Volvamos nuestra mirada hacia los santos y entonces sabremos de qué somos capaces o mejor aún sabremos de qué es capaz Dios en nosotros. Dice la segunda lectura de hoy que “todavía no se ha manifestado lo que seremos”. Es cierto que la grandeza de lo que somos apenas la conoceremos cuando nos encontremos cara a cara con el Señor. Sin embargo como los santos podemos de alguna manera gustar el rostro de Dios en esta tierra y cuando eso sucede la vida se transforma por la gracia de Dios, y entonces experimentaremos una alegría desbordante e inquebrantable que nada ni nadie nos podrá quitar. Es de esa alegría que habla el Evangelio de hoy y que los santos la experimentaron y la siguen experimentando hoy; es una alegría que todos podemos vivir porque es un don de la gracia de Dios y es una alegría que se vive en medio de las inevitables angustias de este mundo y de nuestra frágil condición. Esto es la santidad, esto es lo que vivieron los santos una alegría desbordante e inquebrantable.

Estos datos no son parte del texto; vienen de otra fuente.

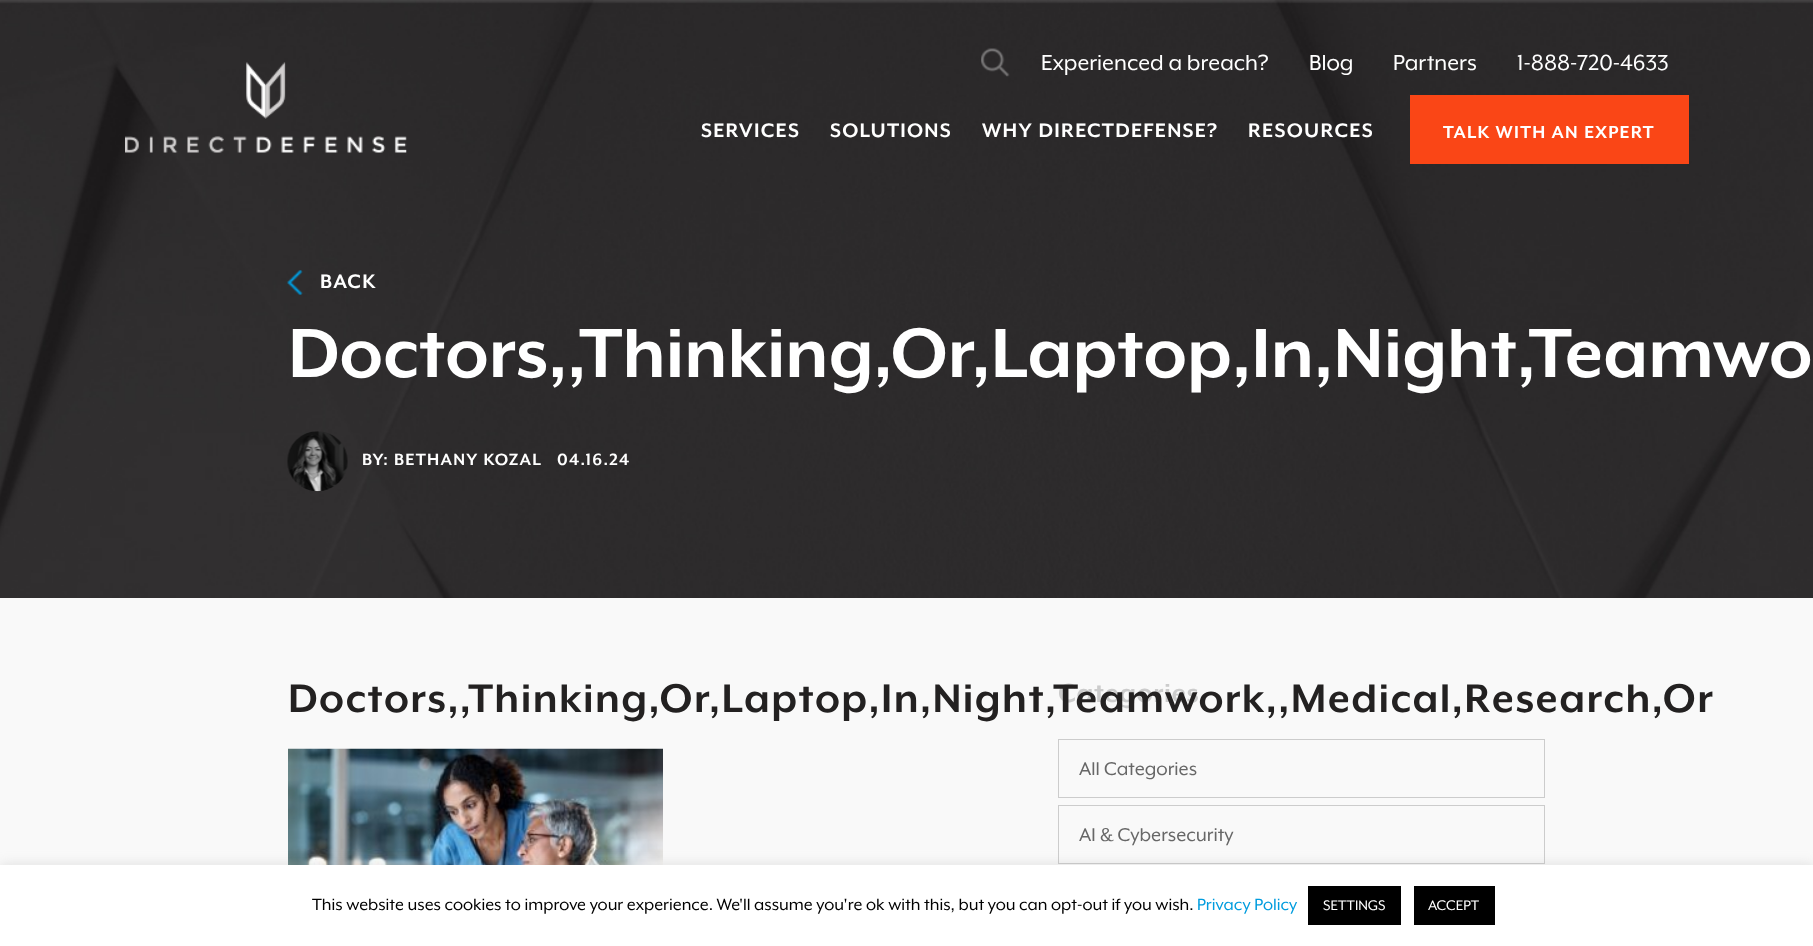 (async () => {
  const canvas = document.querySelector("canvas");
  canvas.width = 1813;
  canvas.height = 946;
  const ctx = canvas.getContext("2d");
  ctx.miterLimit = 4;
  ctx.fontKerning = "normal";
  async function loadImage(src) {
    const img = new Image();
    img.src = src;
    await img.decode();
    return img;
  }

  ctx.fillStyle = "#f9f9f9";
  ctx.fillRect(0, 0, 1813, 946);
  ctx.drawImage(await loadImage("img/3.png"), 0, 0, 1813, 598);
  ctx.drawImage(await loadImage("img/1.png"), 125, 62, 282, 91);
  ctx.drawImage(await loadImage("img/2.png"), 981, 48, 29, 29);
  ctx.fillStyle = "#fa4616";
  ctx.fillRect(1410, 95, 279, 69);
  ctx.drawImage(await loadImage("img/4.png"), 287, 270, 16, 25);
  ctx.drawImage(await loadImage("img/5.png"), 287, 431, 61, 61);
  ctx.drawImage(await loadImage("img/6.png"), 288, 748, 375, 117);
  ctx.strokeStyle = "#cccccc";
  ctx.strokeRect(1058.5, 739.5, 486, 58);
  ctx.strokeRect(1058.5, 805.5, 486, 58);
  ctx.fillStyle = "rgba(172, 171, 171, 0.3)";
  ctx.filter = "blur(6px)";
  ctx.beginPath();
  ctx.rect(0, 864, 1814, 81);
  ctx.fill();
  ctx.filter = "none";
  for (const [x, y, w, h, color] of [
    [0, 865, 1813, 81, "#ffffff"],
    [1308, 886, 93, 39, "#000000"],
    [1414, 886, 81, 39, "#000000"],
  ]) {
    ctx.fillStyle = color;
    ctx.fillRect(x, y, w, h);
  }
  ctx.font = "25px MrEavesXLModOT";
  ctx.fillStyle = "#ffffff";
  for (const [text, x, y] of [
    ["Experienced a breach?", 1041, 70],
    ["Blog", 1309, 70],
    ["Partners", 1393, 70],
    ["1-888-720-4633", 1517, 70],
  ]) {
    ctx.fillText(text, x, y);
  }
  ctx.letterSpacing = "1.25px";
  ctx.font = "bold 22.5px MrEavesXLModOT";
  for (const [text, x, y] of [
    ["SERVICES", 701, 137],
    ["SOLUTIONS", 830, 137],
    ["WHY DIRECTDEFENSE?", 982, 137],
    ["RESOURCES", 1248, 137],
  ]) {
    ctx.fillText(text, x, y);
  }
  ctx.font = "bold 20px MrEavesXLModOT";
  ctx.fillText("TALK WITH AN EXPERT", 1443, 138);
  ctx.font = "bold 22.5px MrEavesXLModOT";
  ctx.fillText("BACK", 320, 288);
  ctx.letterSpacing = "0px";
  ctx.font = "bold 80px MrEavesXLModOT";
  ctx.fillText("Doctors,,Thinking,Or,Laptop,In,Night,Teamwo", 288, 377);
  ctx.letterSpacing = "1.25px";
  ctx.font = "bold 18.75px MrEavesXLModOT";
  ctx.fillText("BY: BETHANY KOZAL", 362, 465);
  ctx.fillText("04.16.24", 557, 465);
  ctx.letterSpacing = "0.5px";
  ctx.font = "bold 30px MrEavesXLModOT";
  ctx.fillStyle = "#cccccc";
  ctx.fillText("Categories", 1058, 702);
  ctx.letterSpacing = "1.4px";
  ctx.font = "bold 46px MrEavesXLModOT";
  ctx.fillStyle = "#232121";
  ctx.fillText("Doctors,,Thinking,Or,Laptop,In,Night,Teamwork,,Medical,Research,Or", 288, 712);
  ctx.letterSpacing = "0px";
  ctx.font = "21.25px MrEavesXLModOT";
  ctx.fillStyle = "#676767";
  ctx.fillText("All Categories", 1079, 775);
  ctx.fillText("AI & Cybersecurity", 1079, 841);
  ctx.font = "18.75px MrEavesXLModOT";
  ctx.fillStyle = "#000000";
  ctx.fillText("This website uses cookies to improve your experience. We'll assume you're ok with this, but you can opt-out if you wish.", 312, 910);
  ctx.fillStyle = "#009cde";
  ctx.fillText("Privacy Policy", 1197, 910);
  ctx.font = "16px MrEavesXLModOT";
  ctx.fillStyle = "#ffffff";
  ctx.fillText("SETTINGS", 1323, 910);
  ctx.fillText("ACCEPT", 1428, 910);
})(); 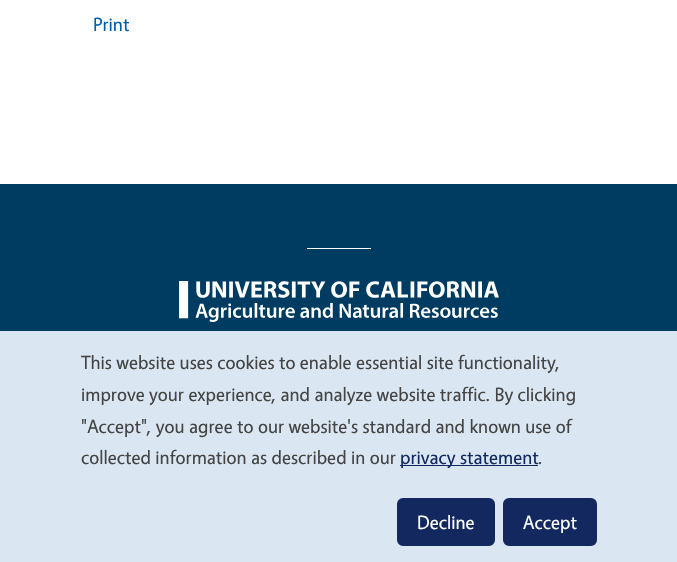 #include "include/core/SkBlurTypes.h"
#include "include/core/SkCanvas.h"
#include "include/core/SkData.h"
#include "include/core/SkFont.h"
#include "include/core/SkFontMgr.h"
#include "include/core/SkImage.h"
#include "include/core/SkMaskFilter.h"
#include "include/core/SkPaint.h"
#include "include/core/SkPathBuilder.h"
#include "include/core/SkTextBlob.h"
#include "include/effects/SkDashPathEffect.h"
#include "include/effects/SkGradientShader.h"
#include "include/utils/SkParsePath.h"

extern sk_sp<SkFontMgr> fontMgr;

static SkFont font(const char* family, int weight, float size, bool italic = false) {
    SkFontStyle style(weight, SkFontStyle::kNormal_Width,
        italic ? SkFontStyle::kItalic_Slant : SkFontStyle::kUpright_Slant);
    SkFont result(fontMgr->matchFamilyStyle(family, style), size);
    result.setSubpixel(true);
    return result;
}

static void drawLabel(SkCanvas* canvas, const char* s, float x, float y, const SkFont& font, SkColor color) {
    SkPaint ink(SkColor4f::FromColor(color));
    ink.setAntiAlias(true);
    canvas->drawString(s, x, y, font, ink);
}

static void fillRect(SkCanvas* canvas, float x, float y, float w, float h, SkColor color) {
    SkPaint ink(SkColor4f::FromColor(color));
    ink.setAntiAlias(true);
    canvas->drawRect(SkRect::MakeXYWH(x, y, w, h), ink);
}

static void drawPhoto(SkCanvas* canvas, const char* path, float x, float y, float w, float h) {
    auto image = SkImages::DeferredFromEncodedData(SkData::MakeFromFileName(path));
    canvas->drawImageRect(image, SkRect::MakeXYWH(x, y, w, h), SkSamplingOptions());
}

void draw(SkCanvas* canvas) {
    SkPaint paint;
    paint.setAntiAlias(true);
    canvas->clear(0xFFFFFFFF);
    SkFont font1 = font("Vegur", 400, 19.2f);
    drawLabel(canvas, "Print", 93, 31, font1, 0xFF005FAE);
    fillRect(canvas, 0, 184, 677, 147, 0xFF003C61);
    fillRect(canvas, 307, 248, 64, 1, 0xFFFFFFFF);
    drawPhoto(canvas, "assets/img1.png", 179, 281, 320, 41);
    fillRect(canvas, 0, 331, 677, 231, 0xFFDAE7F3);
    drawLabel(canvas, "This website uses cookies to enable essential site functionality,", 81, 369, font1, 0xFF444444);
    drawLabel(canvas, "improve your experience, and analyze website traffic. By clicking", 81, 401, font1, 0xFF444444);
    drawLabel(canvas, "\"Accept\", you agree to our website's standard and known use of", 81, 433, font1, 0xFF444444);
    drawLabel(canvas, "collected information as described in our", 81, 464, font1, 0xFF444444);
    fillRect(canvas, 400, 465, 138, 1, 0xFF12285F);
    drawLabel(canvas, "privacy statement", 400, 464, font1, 0xFF12285F);
    drawLabel(canvas, ".", 538, 464, font1, 0xFF444444);
    paint.setColor(0xFF12285F);
    canvas->drawRoundRect(SkRect::MakeXYWH(398.5f, 499.5f, 95, 45), 4.5f, 4.5f, paint);
    paint.setStroke(true);
    paint.setStrokeWidth(3);
    canvas->drawRoundRect(SkRect::MakeXYWH(398.5f, 499.5f, 95, 45), 4.5f, 4.5f, paint);
    drawLabel(canvas, "Decline", 417, 529, font1, 0xFFFFFFFF);
    paint.setStroke(false);
    canvas->drawRoundRect(SkRect::MakeXYWH(504.5f, 499.5f, 91, 45), 4.5f, 4.5f, paint);
    paint.setStroke(true);
    canvas->drawRoundRect(SkRect::MakeXYWH(504.5f, 499.5f, 91, 45), 4.5f, 4.5f, paint);
    drawLabel(canvas, "Accept", 523, 529, font1, 0xFFFFFFFF);
}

Volvamos nuestra mirada hacia los santos y entonces aprenderemos de ellos cómo hacer florecer en nosotros la alegría que viene de Dios. Ellos conocían a ciencia y conciencia su pequeñez, su pobreza, su fragilidad y Dios se les entregó y los hizo grandes, ricos y fuertes, Dios mismo era su riqueza, su grandeza y su fuerza y por eso no tenían nada de que presumir y nada que temer porque dicha riqueza ni se oxida ni nadie ni nada se la puede robar. Ellos cargaban en su alma el dolor del mundo que decidió vivir de espaldas a Dios y con lágrimas imploraban a Dios el don de su misericordia y Dios los consolaba derramando su gracia sobre muchos. Ellos no tenían nada en este mundo, ni le arrebataban nada a nadie y tampoco exigían sus derechos, pero vivían como si lo tuvieran todo. Ellos vivían con hambre y sed de la justicia que viene de Dios, que es infinitamente más generosa que la justicia humana y contemplaron aquí en la tierra cómo la justicia de Dios iba implantando el bien sobre la tierra animando a todos a la conversión a los principios de su Reino. Ellos fueron misericordiosos y pacientes con las torpezas de sus hermanos porque ellos sabían cuánta misericordia de Dios era constantemente derramada sobre sus vidas. Ellos eran puros de corazón porque su corazón tenía un solo motivo para latir, latía por Dios y por eso lo vieron ya aquí en la tierra. Ellos se sabían hijos del Eterno Padre y hermanos del cordero de Dios que trae la paz al mundo, por eso sembraban paz en medio de la discordia y por eso mismo fueron acreditados como hijos de Dios. Ellos sufrieron toda clase de vejámenes, habladurías y humillaciones por seguir a Cristo, pero en Él habían ya descubierto su tesoro de modo que poco les importaba lo que pensaran los hombres, ellos en Dios lo tenían todo y cualquier afrenta era poca cosa de frente al gozo de estar con aquel que colmaba sus vidas de dicha.

Mientras mantenemos nuestra mirada fija en nuestra meta que es la Jerusalén del Cielo, vivamos en esta tierra como ciudadanos del cielo haciendo de esta tierra, del lugar donde habitamos nuestro cielo. Que el ejemplo y la intercesión de los Santos nos atraigan la misericordia de Dios para experimentar ya en esta tierra los bienes del cielo y para anhelar un día para siempre en la casa que Dios tiene reservada a los que lo aman.